Postato il 22 Gennaio 2015 | in Italia, Scenari Politico-Sociali | da

OPGRIPORTIAMO 3 ARTICOLI:

Da NAPOLI.FANPAGE.IT

AVERSA: MUORE IN CELLA ALL’OPG DI AVERSA. LA PROCURA INDAGA.

Antonio Staiano, 50 anni, detenuto da 10 nell’Ospedale psichiatrico giudiziario di Aversa, nel Casertano, è stato trovato morto nella sua  cella la sera del 6 gennaio. Sul caso indaga la Procura di Napoli Nord.

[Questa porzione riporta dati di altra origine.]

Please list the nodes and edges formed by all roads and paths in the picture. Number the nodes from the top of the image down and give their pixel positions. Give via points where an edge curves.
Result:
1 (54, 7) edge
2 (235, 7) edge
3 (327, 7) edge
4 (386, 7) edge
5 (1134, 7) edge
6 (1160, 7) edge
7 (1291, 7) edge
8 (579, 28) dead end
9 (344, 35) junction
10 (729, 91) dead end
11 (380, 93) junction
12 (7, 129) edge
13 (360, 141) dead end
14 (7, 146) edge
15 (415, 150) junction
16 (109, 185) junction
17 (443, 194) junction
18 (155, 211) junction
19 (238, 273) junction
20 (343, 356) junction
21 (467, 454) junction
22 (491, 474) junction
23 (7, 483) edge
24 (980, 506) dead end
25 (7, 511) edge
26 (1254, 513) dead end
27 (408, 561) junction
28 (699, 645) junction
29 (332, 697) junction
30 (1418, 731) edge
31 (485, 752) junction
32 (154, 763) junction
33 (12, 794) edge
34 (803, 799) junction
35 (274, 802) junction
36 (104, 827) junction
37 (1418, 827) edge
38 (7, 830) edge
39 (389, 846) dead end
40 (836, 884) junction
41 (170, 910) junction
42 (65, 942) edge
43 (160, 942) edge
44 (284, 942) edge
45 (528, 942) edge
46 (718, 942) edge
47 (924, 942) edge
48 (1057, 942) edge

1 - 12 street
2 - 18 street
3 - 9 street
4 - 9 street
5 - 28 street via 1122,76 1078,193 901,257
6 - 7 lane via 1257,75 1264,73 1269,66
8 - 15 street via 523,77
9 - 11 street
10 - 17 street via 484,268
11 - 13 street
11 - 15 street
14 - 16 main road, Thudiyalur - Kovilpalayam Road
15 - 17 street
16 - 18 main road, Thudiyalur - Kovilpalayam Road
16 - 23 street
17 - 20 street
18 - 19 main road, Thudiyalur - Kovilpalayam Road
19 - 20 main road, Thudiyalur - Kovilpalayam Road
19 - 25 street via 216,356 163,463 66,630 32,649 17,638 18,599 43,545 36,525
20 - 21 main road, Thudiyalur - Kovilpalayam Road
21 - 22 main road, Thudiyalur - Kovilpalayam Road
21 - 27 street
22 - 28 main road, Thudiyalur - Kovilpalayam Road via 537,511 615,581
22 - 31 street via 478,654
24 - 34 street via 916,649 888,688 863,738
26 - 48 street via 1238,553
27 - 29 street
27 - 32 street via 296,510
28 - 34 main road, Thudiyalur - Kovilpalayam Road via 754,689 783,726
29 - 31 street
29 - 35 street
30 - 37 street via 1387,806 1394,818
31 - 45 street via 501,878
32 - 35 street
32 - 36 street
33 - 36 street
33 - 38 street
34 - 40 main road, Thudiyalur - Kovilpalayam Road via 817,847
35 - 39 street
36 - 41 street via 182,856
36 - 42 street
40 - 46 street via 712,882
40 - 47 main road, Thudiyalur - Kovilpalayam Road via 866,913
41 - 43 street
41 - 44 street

È giallo sulla morte di Antonio Staiano, cinquantenne di Vico Equense deceduto nel pomeriggio dell’Epifania nell’Ospedale Psichiatrico di Aversa (Caserta), dove era detenuto da circa dieci anni. Il corpo senza vita dell’uomo è stato trovato dagli agenti della polizia penitenziaria intorno alle cinque del pomeriggio dello scorso 6 gennaio, nel corso dei normali controlli. Stando a quanto accertato da un primo esame del medico legale intervenuto sul posto, il decesso sarebbe da attribuire ad un improvviso arresto cardiaco. Ma sarà l’autopsia, disposta dalla Procura di Napoli Nord, che sul caso ha aperto un fascicolo, a permettere di ricostruire le ultime ore di vita del paziente. La salma di Staiano è stata infatti trasferita all’Istituto di Medicina Legale di Caserta, dove verrà sottoposta all’esame tra oggi e domani. Staiano scontava la pena per il duplice omicidio dei suoi genitori, avvenuto nella notte fra il 20 ed il 21 agosto del 2001. Sposato e padre di una bambina che all’epoca aveva tre anni, decise di costituirsi al carcere di Poggioreale di Napoli da dove, constatatane l’infermità mentale, venne successivamente trasferito all’Opg di Aversa.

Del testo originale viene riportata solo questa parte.